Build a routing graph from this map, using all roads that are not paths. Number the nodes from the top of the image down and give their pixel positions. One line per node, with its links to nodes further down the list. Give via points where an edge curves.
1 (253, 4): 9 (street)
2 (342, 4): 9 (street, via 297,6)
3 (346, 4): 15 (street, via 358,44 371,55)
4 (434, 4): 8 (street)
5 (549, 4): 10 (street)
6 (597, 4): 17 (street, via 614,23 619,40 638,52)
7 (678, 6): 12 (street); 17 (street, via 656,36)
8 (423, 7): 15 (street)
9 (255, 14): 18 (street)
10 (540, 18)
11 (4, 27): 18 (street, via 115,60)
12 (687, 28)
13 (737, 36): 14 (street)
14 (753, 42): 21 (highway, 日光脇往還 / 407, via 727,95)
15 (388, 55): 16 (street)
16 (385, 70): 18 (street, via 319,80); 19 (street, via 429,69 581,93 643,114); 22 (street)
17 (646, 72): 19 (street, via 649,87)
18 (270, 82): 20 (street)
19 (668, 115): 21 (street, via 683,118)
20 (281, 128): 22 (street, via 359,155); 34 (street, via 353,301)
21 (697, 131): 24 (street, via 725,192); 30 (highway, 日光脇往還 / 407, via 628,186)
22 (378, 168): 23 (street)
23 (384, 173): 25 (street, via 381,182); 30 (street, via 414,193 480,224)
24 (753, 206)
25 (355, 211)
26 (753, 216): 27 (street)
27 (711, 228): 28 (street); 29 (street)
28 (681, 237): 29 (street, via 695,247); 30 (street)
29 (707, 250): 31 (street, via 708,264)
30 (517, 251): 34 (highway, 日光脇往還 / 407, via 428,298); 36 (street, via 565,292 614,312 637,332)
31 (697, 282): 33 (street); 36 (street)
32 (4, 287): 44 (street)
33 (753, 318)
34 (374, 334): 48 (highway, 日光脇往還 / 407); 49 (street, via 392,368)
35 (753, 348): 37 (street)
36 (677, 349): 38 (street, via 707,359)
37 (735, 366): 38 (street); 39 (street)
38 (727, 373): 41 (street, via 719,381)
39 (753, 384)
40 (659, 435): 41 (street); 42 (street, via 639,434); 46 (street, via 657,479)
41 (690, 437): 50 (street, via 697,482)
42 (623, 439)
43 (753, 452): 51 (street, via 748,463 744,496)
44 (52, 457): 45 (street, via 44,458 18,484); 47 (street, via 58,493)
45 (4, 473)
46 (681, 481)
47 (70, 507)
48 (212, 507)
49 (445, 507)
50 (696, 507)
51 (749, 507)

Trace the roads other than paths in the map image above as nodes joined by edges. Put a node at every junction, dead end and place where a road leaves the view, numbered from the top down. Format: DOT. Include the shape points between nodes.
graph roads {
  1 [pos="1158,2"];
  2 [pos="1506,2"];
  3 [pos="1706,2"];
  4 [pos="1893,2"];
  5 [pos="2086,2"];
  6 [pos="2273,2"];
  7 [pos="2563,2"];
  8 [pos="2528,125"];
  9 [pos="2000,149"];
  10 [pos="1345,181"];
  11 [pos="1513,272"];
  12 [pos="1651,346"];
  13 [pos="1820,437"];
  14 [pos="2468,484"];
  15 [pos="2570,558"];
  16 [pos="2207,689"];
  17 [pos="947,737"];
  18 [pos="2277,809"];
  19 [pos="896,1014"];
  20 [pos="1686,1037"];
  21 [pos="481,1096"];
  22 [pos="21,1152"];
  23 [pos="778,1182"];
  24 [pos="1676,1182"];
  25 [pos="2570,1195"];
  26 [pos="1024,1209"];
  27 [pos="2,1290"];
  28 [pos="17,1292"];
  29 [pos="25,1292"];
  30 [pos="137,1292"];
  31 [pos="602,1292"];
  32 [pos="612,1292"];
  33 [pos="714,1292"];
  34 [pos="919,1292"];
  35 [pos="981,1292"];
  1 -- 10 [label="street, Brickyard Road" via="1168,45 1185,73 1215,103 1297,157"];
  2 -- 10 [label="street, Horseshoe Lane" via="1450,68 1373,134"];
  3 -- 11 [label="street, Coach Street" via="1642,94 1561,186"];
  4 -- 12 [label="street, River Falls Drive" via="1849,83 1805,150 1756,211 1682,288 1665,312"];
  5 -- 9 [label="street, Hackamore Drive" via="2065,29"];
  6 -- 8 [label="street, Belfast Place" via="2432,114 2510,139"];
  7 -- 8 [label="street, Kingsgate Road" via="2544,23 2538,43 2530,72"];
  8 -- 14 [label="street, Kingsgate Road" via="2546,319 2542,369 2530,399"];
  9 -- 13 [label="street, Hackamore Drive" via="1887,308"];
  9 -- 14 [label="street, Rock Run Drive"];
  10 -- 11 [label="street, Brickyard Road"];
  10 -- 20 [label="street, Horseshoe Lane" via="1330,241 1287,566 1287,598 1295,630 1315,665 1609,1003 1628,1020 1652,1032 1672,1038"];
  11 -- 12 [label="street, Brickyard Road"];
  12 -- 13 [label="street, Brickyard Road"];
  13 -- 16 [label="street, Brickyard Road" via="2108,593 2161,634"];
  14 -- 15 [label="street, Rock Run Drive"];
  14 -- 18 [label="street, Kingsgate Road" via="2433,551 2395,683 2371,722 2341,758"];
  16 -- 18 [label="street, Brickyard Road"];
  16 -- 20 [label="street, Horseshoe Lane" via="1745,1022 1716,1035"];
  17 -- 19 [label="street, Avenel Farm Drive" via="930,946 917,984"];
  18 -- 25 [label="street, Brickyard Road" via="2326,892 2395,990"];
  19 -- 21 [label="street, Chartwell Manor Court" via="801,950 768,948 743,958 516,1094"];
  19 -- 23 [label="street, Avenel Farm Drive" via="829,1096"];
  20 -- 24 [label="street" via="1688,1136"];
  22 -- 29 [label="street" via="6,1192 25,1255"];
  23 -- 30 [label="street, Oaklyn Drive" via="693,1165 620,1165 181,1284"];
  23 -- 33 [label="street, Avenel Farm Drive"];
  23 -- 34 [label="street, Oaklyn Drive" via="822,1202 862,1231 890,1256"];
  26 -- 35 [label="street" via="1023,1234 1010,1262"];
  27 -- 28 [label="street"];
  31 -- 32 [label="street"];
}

◇ ◇ ◇ ◇ ◇

## Your assignment:
Transcription of all the material must be exact.

## Result of the exercise:
Build a routing graph from this map, using all roads that are not paths. Number the nodes from the top of the image down and give their pixel positions. One line per node, with its links to nodes further down the list. Give via points where an edge curves.
1 (253, 4): 9 (street)
2 (342, 4): 9 (street, via 297,6)
3 (346, 4): 15 (street, via 358,44 371,55)
4 (434, 4): 8 (street)
5 (549, 4): 10 (street)
6 (597, 4): 17 (street, via 614,23 619,40 638,52)
7 (678, 6): 12 (street); 17 (street, via 656,36)
8 (423, 7): 15 (street)
9 (255, 14): 18 (street)
10 (540, 18)
11 (4, 27): 18 (street, via 115,60)
12 (687, 28)
13 (737, 36): 14 (street)
14 (753, 42): 21 (highway, 日光脇往還 / 407, via 727,95)
15 (388, 55): 16 (street)
16 (385, 70): 18 (street, via 319,80); 19 (street, via 429,69 581,93 643,114); 22 (street)
17 (646, 72): 19 (street, via 649,87)
18 (270, 82): 20 (street)
19 (668, 115): 21 (street, via 683,118)
20 (281, 128): 22 (street, via 359,155); 34 (street, via 353,301)
21 (697, 131): 24 (street, via 725,192); 30 (highway, 日光脇往還 / 407, via 628,186)
22 (378, 168): 23 (street)
23 (384, 173): 25 (street, via 381,182); 30 (street, via 414,193 480,224)
24 (753, 206)
25 (355, 211)
26 (753, 216): 27 (street)
27 (711, 228): 28 (street); 29 (street)
28 (681, 237): 29 (street, via 695,247); 30 (street)
29 (707, 250): 31 (street, via 708,264)
30 (517, 251): 34 (highway, 日光脇往還 / 407, via 428,298); 36 (street, via 565,292 614,312 637,332)
31 (697, 282): 33 (street); 36 (street)
32 (4, 287): 44 (street)
33 (753, 318)
34 (374, 334): 48 (highway, 日光脇往還 / 407); 49 (street, via 392,368)
35 (753, 348): 37 (street)
36 (677, 349): 38 (street, via 707,359)
37 (735, 366): 38 (street); 39 (street)
38 (727, 373): 41 (street, via 719,381)
39 (753, 384)
40 (659, 435): 41 (street); 42 (street, via 639,434); 46 (street, via 657,479)
41 (690, 437): 50 (street, via 697,482)
42 (623, 439)
43 (753, 452): 51 (street, via 748,463 744,496)
44 (52, 457): 45 (street, via 44,458 18,484); 47 (street, via 58,493)
45 (4, 473)
46 (681, 481)
47 (70, 507)
48 (212, 507)
49 (445, 507)
50 (696, 507)
51 (749, 507)

Trace the roads other than paths in the map image above as nodes joined by edges. Put a node at every junction, dead end and place where a road leaves the view, numbered from the top down. Format: DOT. Include the shape points between nodes.
graph roads {
  1 [pos="1158,2"];
  2 [pos="1506,2"];
  3 [pos="1706,2"];
  4 [pos="1893,2"];
  5 [pos="2086,2"];
  6 [pos="2273,2"];
  7 [pos="2563,2"];
  8 [pos="2528,125"];
  9 [pos="2000,149"];
  10 [pos="1345,181"];
  11 [pos="1513,272"];
  12 [pos="1651,346"];
  13 [pos="1820,437"];
  14 [pos="2468,484"];
  15 [pos="2570,558"];
  16 [pos="2207,689"];
  17 [pos="947,737"];
  18 [pos="2277,809"];
  19 [pos="896,1014"];
  20 [pos="1686,1037"];
  21 [pos="481,1096"];
  22 [pos="21,1152"];
  23 [pos="778,1182"];
  24 [pos="1676,1182"];
  25 [pos="2570,1195"];
  26 [pos="1024,1209"];
  27 [pos="2,1290"];
  28 [pos="17,1292"];
  29 [pos="25,1292"];
  30 [pos="137,1292"];
  31 [pos="602,1292"];
  32 [pos="612,1292"];
  33 [pos="714,1292"];
  34 [pos="919,1292"];
  35 [pos="981,1292"];
  1 -- 10 [label="street, Brickyard Road" via="1168,45 1185,73 1215,103 1297,157"];
  2 -- 10 [label="street, Horseshoe Lane" via="1450,68 1373,134"];
  3 -- 11 [label="street, Coach Street" via="1642,94 1561,186"];
  4 -- 12 [label="street, River Falls Drive" via="1849,83 1805,150 1756,211 1682,288 1665,312"];
  5 -- 9 [label="street, Hackamore Drive" via="2065,29"];
  6 -- 8 [label="street, Belfast Place" via="2432,114 2510,139"];
  7 -- 8 [label="street, Kingsgate Road" via="2544,23 2538,43 2530,72"];
  8 -- 14 [label="street, Kingsgate Road" via="2546,319 2542,369 2530,399"];
  9 -- 13 [label="street, Hackamore Drive" via="1887,308"];
  9 -- 14 [label="street, Rock Run Drive"];
  10 -- 11 [label="street, Brickyard Road"];
  10 -- 20 [label="street, Horseshoe Lane" via="1330,241 1287,566 1287,598 1295,630 1315,665 1609,1003 1628,1020 1652,1032 1672,1038"];
  11 -- 12 [label="street, Brickyard Road"];
  12 -- 13 [label="street, Brickyard Road"];
  13 -- 16 [label="street, Brickyard Road" via="2108,593 2161,634"];
  14 -- 15 [label="street, Rock Run Drive"];
  14 -- 18 [label="street, Kingsgate Road" via="2433,551 2395,683 2371,722 2341,758"];
  16 -- 18 [label="street, Brickyard Road"];
  16 -- 20 [label="street, Horseshoe Lane" via="1745,1022 1716,1035"];
  17 -- 19 [label="street, Avenel Farm Drive" via="930,946 917,984"];
  18 -- 25 [label="street, Brickyard Road" via="2326,892 2395,990"];
  19 -- 21 [label="street, Chartwell Manor Court" via="801,950 768,948 743,958 516,1094"];
  19 -- 23 [label="street, Avenel Farm Drive" via="829,1096"];
  20 -- 24 [label="street" via="1688,1136"];
  22 -- 29 [label="street" via="6,1192 25,1255"];
  23 -- 30 [label="street, Oaklyn Drive" via="693,1165 620,1165 181,1284"];
  23 -- 33 [label="street, Avenel Farm Drive"];
  23 -- 34 [label="street, Oaklyn Drive" via="822,1202 862,1231 890,1256"];
  26 -- 35 [label="street" via="1023,1234 1010,1262"];
  27 -- 28 [label="street"];
  31 -- 32 [label="street"];
}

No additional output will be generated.